The principle and realization of SkipList

1. What is a jump table

2. The realization of the jump table


1. What is a jump table

    For a singly linked list, even if the data stored in the linked list is ordered, if we want to find some data in it, we can only traverse the linked list from beginning to end. In this way, the search efficiency will be very low, and the time complexity will be very high, which is O(n).

    

    If we want to improve its search efficiency, we can consider the way to build an index on the linked list. Every two nodes extract one node to the upper level, and we call the extracted level the index.

    

    At this time, we assume that we want to find node 8, we can traverse in the index layer first, when we traverse to the node with the value of 7 in the index layer, we find that the next node is 9, then the node 8 to be searched must be in these two Between nodes. We descended to the linked list layer and continued to traverse to find the node 8. Originally, we need to traverse 8 nodes to find the node 8 in the singly linked list, but now we only need to traverse five nodes with the first-level index. From this example, we can see that after adding a layer of index, the number of nodes that need to be searched for a node is reduced, that is to say, the search efficiency is improved, and in the same way, add a level of index.

    

   From the figure, we can see that the search efficiency has improved again. In the example, we have very little data. When there is a large amount of data, we can increase the multi-level index, and its search efficiency can be significantly improved.

    

    The structure of this linked list plus multi-level index is a jump table. Each node not only contains a pointer to the next node, but may contain many pointers to subsequent nodes, so that some unnecessary ones can be skipped. Nodes, thereby speeding up operations such as searching and deleting. For how many pointers to subsequent elements each node in a linked list contains, this process is obtained through a random function generator, which constitutes a jump list. This is why there is a "probability" in the paper "Skip Lists: A Probabilistic Alternative to Balanced Trees", which is to randomly generate the number of pointers to subsequent nodes in a node. The hopping table uses probabilistic equalization technology instead of forced equalization. Therefore, it is more concise and efficient for inserting and deleting nodes than the traditional balanced tree algorithm.     

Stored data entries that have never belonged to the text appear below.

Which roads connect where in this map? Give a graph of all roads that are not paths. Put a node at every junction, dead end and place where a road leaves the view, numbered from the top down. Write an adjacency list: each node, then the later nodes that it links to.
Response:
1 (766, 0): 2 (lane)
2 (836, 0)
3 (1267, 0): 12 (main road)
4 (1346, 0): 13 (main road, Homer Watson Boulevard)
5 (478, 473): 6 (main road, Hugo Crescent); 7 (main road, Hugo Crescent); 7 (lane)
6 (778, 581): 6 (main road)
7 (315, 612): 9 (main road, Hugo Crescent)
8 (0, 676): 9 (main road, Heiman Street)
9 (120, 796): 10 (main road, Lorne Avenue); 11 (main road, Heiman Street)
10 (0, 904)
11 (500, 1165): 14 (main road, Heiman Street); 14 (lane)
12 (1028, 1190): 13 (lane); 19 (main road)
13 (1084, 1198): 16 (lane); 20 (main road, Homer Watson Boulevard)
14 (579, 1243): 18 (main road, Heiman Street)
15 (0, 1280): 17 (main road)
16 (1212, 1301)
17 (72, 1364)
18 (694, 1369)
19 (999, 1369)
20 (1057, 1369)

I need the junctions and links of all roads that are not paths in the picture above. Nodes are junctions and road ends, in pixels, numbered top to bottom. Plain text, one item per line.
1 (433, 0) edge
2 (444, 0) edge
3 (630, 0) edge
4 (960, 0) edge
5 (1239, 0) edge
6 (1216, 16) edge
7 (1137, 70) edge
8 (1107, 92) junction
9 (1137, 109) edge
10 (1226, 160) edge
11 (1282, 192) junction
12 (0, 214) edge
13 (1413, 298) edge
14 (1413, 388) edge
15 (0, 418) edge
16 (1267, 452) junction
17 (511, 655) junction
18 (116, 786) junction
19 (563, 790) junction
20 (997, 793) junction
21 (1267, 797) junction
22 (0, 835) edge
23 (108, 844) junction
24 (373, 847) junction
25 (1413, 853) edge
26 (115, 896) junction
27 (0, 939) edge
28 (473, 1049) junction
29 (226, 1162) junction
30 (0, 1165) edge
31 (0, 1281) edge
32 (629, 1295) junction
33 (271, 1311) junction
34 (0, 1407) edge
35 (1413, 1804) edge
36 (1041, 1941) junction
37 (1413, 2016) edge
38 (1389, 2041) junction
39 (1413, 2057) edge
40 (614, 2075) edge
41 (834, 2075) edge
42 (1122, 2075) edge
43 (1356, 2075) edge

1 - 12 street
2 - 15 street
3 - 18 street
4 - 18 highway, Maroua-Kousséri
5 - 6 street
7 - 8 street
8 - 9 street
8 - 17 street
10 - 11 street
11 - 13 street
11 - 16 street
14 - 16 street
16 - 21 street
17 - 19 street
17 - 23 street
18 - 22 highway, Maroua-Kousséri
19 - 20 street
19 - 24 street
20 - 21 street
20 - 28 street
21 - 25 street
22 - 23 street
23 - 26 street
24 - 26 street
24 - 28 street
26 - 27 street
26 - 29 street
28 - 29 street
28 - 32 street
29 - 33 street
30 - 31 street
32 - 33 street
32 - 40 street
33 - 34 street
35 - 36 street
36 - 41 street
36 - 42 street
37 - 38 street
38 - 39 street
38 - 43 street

2. The realization of the jump table

2.1 Define the data structure

struct skipNode {
	int key;
	int value;
	int level;	       // size表示该节点存在的最高层数
	skipNode* *next;   //skipNode* 的数组
	skipNode(int k, int v, int size) : key(k), value(v), level(size) 
    {
		next = new skipNode*[size];
	}
};

class skipList {
public:
	skipList(int, int, float prob = 0.5, int maxNum = 10000);
	~skipList();

	skipNode* find(const int) const;
	void erase(const int);
	void insert(const int k, const int v);

protected:
	// 获得新的level
	int getNewLevel()const;
	// 搜索指定key的附近节点
	skipNode* search(const int) const;	

private:
	float cutOff;	// 用于生成新的层级
	int levels;		// 当前已经分到了多少层
	int maxLevel;	// 层数上限
	int maxKey;		// key值上限
	int dataSize;   // 节点个数

	skipNode* headerNode;
	skipNode* tailNode;
	skipNode** last;	// 因为是单链结构,所以保存查找的节点的前一个节点
};

2.2 Initialize the jump table

/* prob = 每隔 1/prob 个节点分一层
   headKey = 头节点的key值,所有节点key值均不大于此key值
   tailKey = 为节点的key值,所有节点key值均不大于此key值
   maxNum = 跳表最大接受的节点个数
*/
skipList::skipList(int headKey, int tailKey, float prob, int maxNum)
{
	cutOff = prob * RAND_MAX;
	maxLevel = (int)ceil(logf((float)maxNum) / logf(1 / prob));
	levels = 0;
	maxKey = headKey;
	dataSize = 0;

	//初始化头尾节点
	headerNode = new skipNode(headKey, 0, maxLevel + 1);
	tailNode = new skipNode(tailKey, 0, 0);

	//上次对比的节点
	last = new skipNode*[maxLevel + 1];

	//初始化头尾节点指向
	for (int i = 0; i <= maxLevel; i++)
		headerNode->next[i] = tailNode;
}

skipList::~skipList()
{
	skipNode* node;
	// 第0层包含了所有的节点
	while (headerNode != tailNode) 
    {
		node = headerNode->next[0];
		delete headerNode;
		headerNode = node;
	}
	delete tailNode;
	delete[] last;
}

/* 利用随机数是否大于cutoff值获得新的level值,但新的level值不超过maxLevel,防止浪费 */
int skipList::getNewLevel() const
{
	int lev = 0;
	while (rand() <= cutOff)
		lev++;
	return lev <= maxLevel? lev: maxLevel;
}

skipNode* skipList::search(const int theKey) const
{
	if (theKey > maxKey)
		return NULL;
	skipNode* node = headerNode;
	for (int i = levels; i >= 0; i--)
	{
		while (node->next[i]->key < theKey)
			node = node->next[i];
		/* 因为节点处在单链上,所以,这里保存该节点的前一个节点,方便插入 */
		last[i] = node;
	}
	return node->next[0];
}

2.3 Find

    Searching is to find out whether this key appears in the jump table, if it appears, then return its value, if it does not exist, then return it does not exist.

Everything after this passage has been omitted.